Correlation Between Masood Textile and Askari General
Can any of the company-specific risk be diversified away by investing in both Masood Textile and Askari General at the same time? Although using a correlation coefficient on its own may not help to predict future stock returns, this module helps to understand the diversifiable risk of combining Masood Textile and Askari General into the same portfolio, which is an essential part of the fundamental portfolio management process.
By analyzing existing cross correlation between Masood Textile Mills and Askari General Insurance, you can compare the effects of market volatilities on Masood Textile and Askari General and check how they will diversify away market risk if combined in the same portfolio for a given time horizon. You can also utilize pair trading strategies of matching a long position in Masood Textile with a short position of Askari General. Check out your portfolio center. Please also check ongoing floating volatility patterns of Masood Textile and Askari General.

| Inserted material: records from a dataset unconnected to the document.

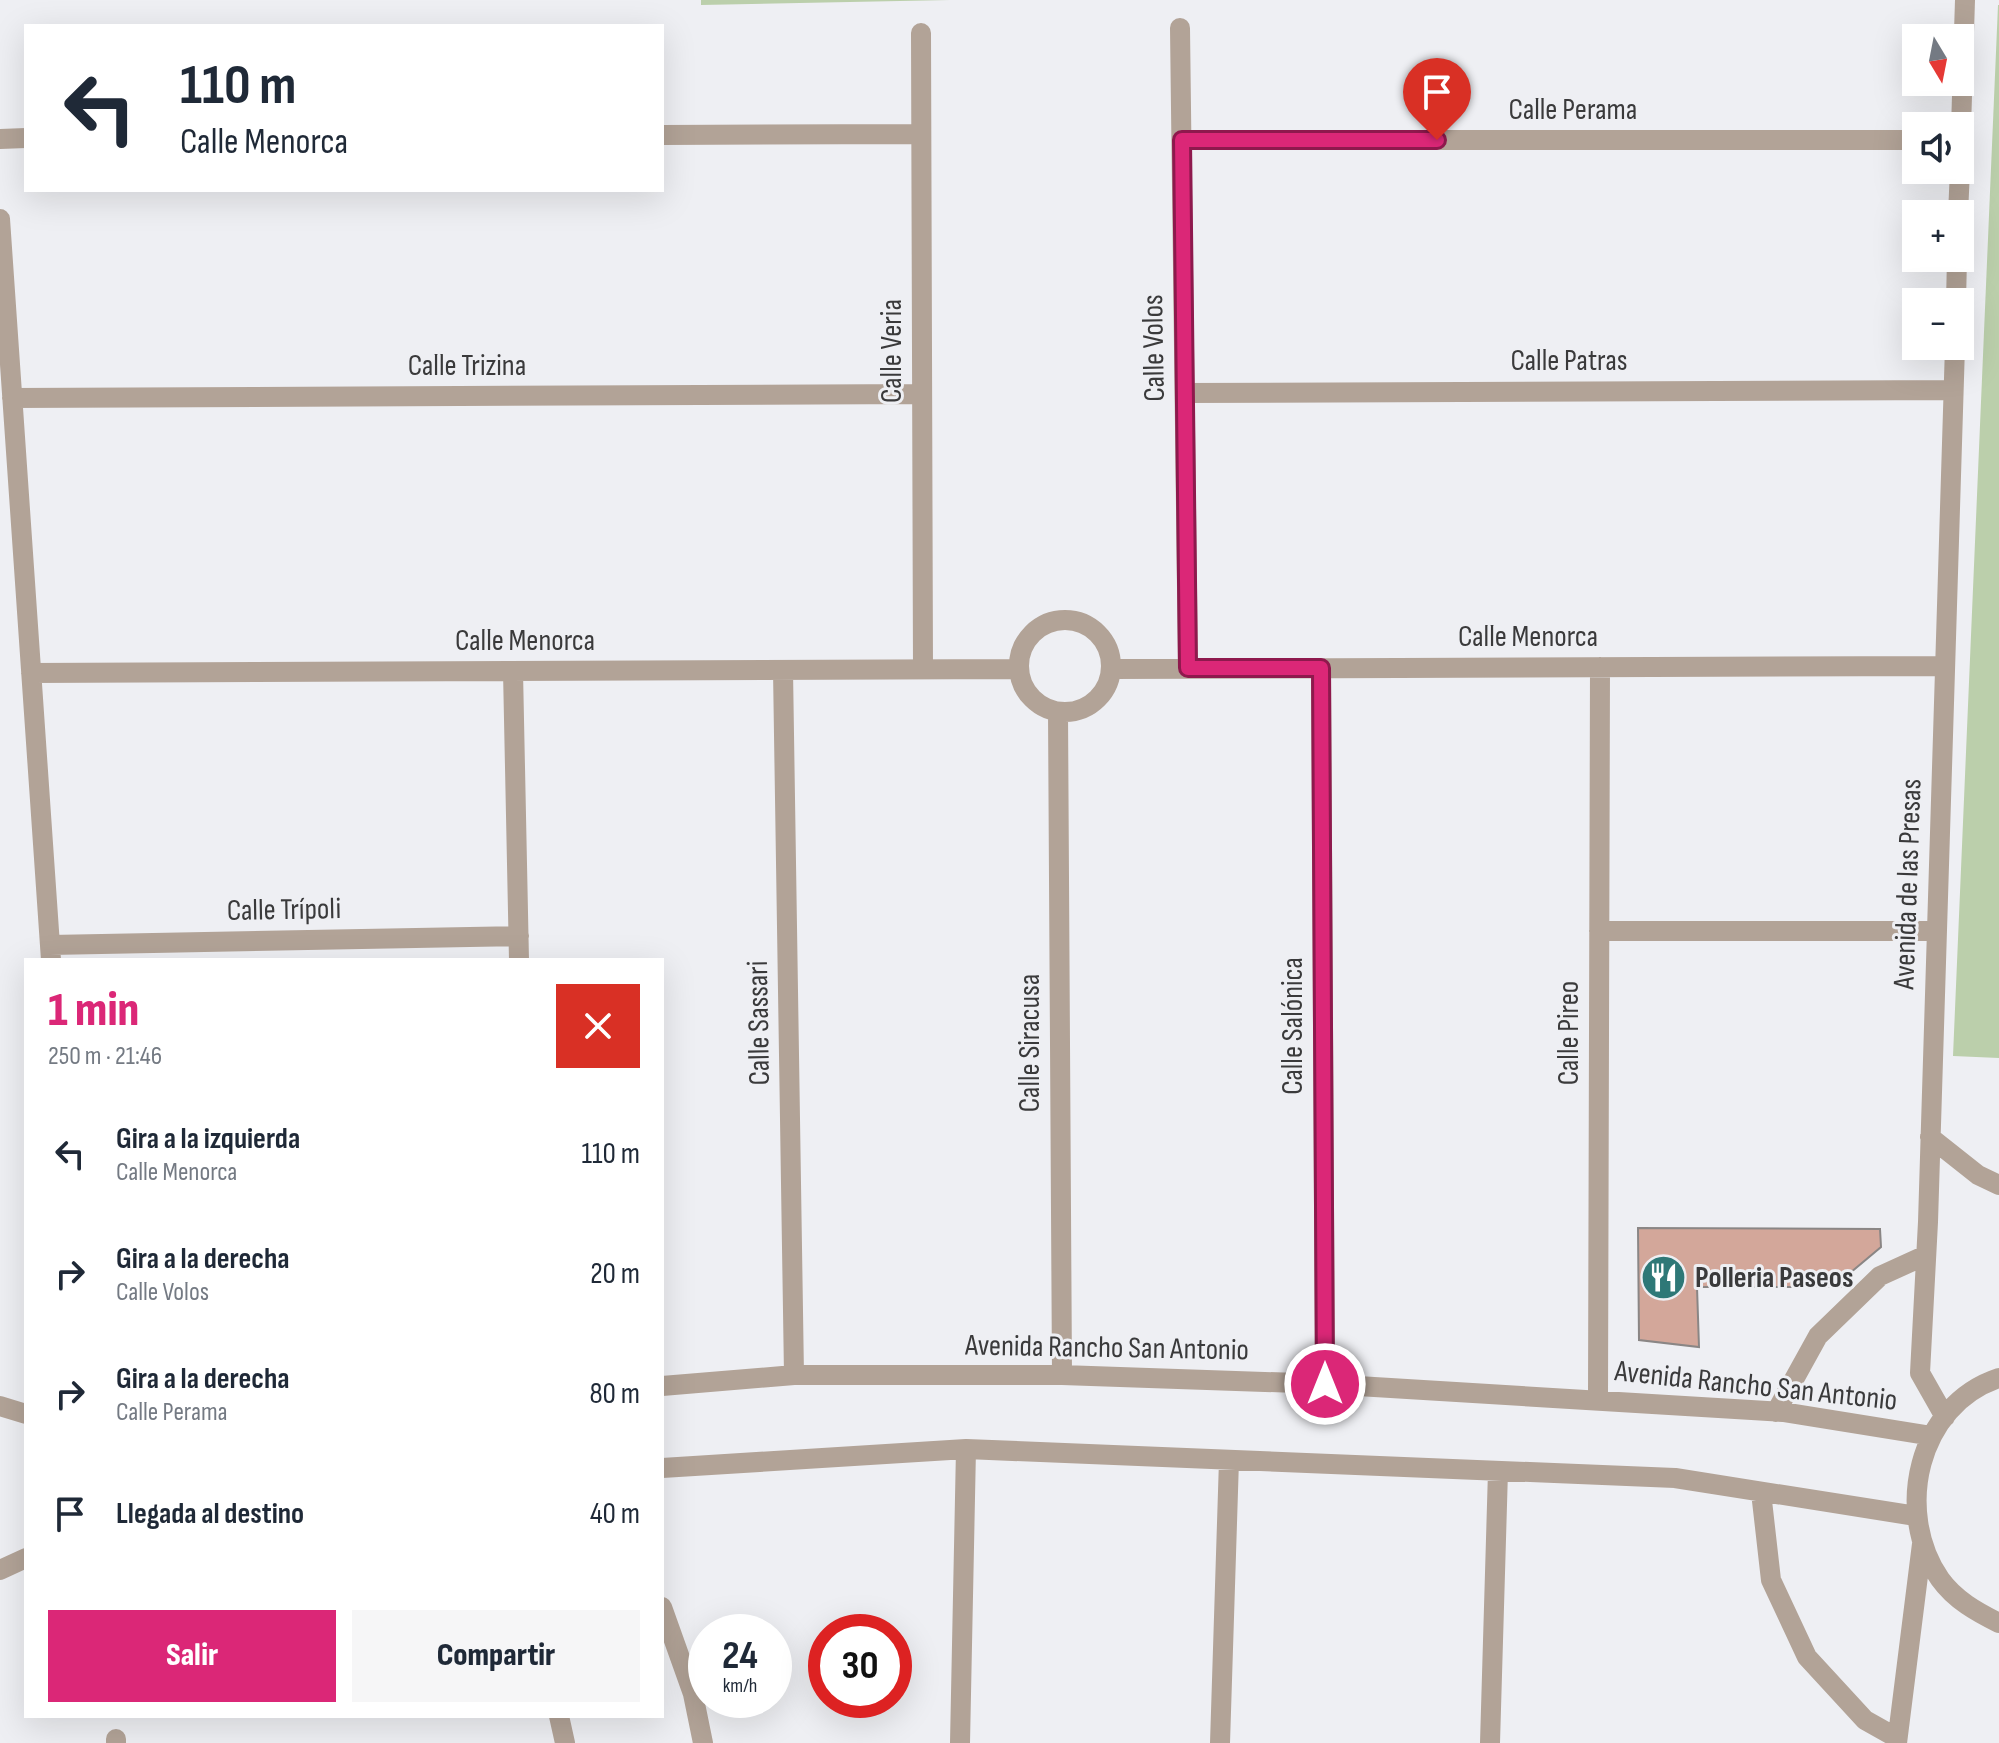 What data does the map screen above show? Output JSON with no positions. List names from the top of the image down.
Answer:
{
  "streets": {
    "street": [
      "Calle Perama",
      "Calle Volos",
      "Calle Veria",
      "Calle Patras",
      "Calle Trizina",
      "Calle Menorca",
      "Avenida de las Presas",
      "Calle Trípoli",
      "Calle Sassari",
      "Calle Salónica",
      "Calle Pireo",
      "Calle Siracusa",
      "Avenida Rancho San Antonio"
    ]
  },
  "crossings": [
    ["Calle Perama", "Calle Volos"],
    ["Calle Volos", "Calle Patras"],
    ["Calle Volos", "Calle Menorca"],
    ["Calle Veria", "Calle Trizina"],
    ["Calle Veria", "Calle Menorca"],
    ["Calle Patras", "Avenida de las Presas"],
    ["Calle Menorca", "Avenida de las Presas"],
    ["Calle Menorca", "Calle Sassari"],
    ["Calle Menorca", "Calle Salónica"],
    ["Calle Menorca", "Calle Pireo"],
    ["Calle Menorca", "Calle Siracusa"],
    ["Calle Sassari", "Avenida Rancho San Antonio"],
    ["Calle Salónica", "Avenida Rancho San Antonio"],
    ["Calle Pireo", "Avenida Rancho San Antonio"],
    ["Calle Siracusa", "Avenida Rancho San Antonio"]
  ],
  "places": {
    "restaurant": ["Polleria Paseos"]
  },
  "north": "bottom",
  "page": {
    "map_buttons": ["+", "−"],
    "turn": ["110 m", "Calle Menorca"],
    "heading": ["1 min", "250 m · 21:46"],
    "list": [
      {
        "name": "Gira a la izquierda",
        "note": "Calle Menorca",
        "value": "110 m"
      },
      {
        "name": "Gira a la derecha",
        "note": "Calle Volos",
        "value": "20 m"
      },
      {
        "name": "Gira a la derecha",
        "note": "Calle Perama",
        "value": "80 m"
      },
      {
        "name": "Llegada al destino",
        "value": "40 m"
      }
    ],
    "buttons": ["Salir", "Compartir"],
    "speed": "24 km/h",
    "limit": "30"
  }
}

Diversification Opportunities for Masood Textile and Askari General
0.25 | Correlation Coefficient |
Modest diversification
The 3 months correlation between Masood and Askari is 0.25. Overlapping area represents the amount of risk that can be diversified away by holding Masood Textile Mills and Askari General Insurance in the same portfolio, assuming nothing else is changed. The correlation between historical prices or returns on Askari General Insurance and Masood Textile is a relative statistical measure of the degree to which these equity instruments tend to move together. The correlation coefficient measures the extent to which returns on Masood Textile Mills are associated (or correlated) with Askari General. Values of the correlation coefficient range from -1 to +1, where. The correlation of zero (0) is possible when the price movement of Askari General Insurance has no effect on the direction of Masood Textile i.e., Masood Textile and Askari General go up and down completely randomly.
Pair Corralation between Masood Textile and Askari General
Assuming the 90 days trading horizon Masood Textile Mills is expected to generate 1.72 times more return on investment than Askari General. However, Masood Textile is 1.72 times more volatile than Askari General Insurance. It trades about 0.05 of its potential returns per unit of risk. Askari General Insurance is currently generating about 0.09 per unit of risk. If you would invest 4,981 in Masood Textile Mills on December 29, 2024 and sell it today you would earn a total of 352.00 from holding Masood Textile Mills or generate 7.07% return on investment over 90 days.
Time Period | 3 Months [change] |
Direction | Moves Together |
Strength | Very Weak |
Accuracy | 77.78% |
Values | Daily Returns |
Masood Textile Mills vs. Askari General Insurance
Performance |
Timeline |
Masood Textile Mills |
Askari General Insurance |
Masood Textile and Askari General Volatility Contrast
Predicted Return Density |
Returns |
Pair Trading with Masood Textile and Askari General
The main advantage of trading using opposite Masood Textile and Askari General positions is that it hedges away some unsystematic risk. Because of two separate transactions, even if Masood Textile position performs unexpectedly, Askari General can make up some of the losses. Pair trading also minimizes risk from directional movements in the market. For example, if an entire industry or sector drops because of unexpected headlines, the short position in Askari General will offset losses from the drop in Askari General's long position.Masood Textile vs. Premier Insurance | Masood Textile vs. Crescent Steel Allied | Masood Textile vs. Ghandhara Automobile | Masood Textile vs. Apna Microfinance Bank |
Askari General vs. Pakistan Aluminium Beverage | Askari General vs. Unilever Pakistan Foods | Askari General vs. Mandviwala Mausar Plastic | Askari General vs. Grays Leasing |
Check out your portfolio center.Note that this page's information should be used as a complementary analysis to find the right mix of equity instruments to add to your existing portfolios or create a brand new portfolio. You can also try the Price Exposure Probability module to analyze equity upside and downside potential for a given time horizon across multiple markets.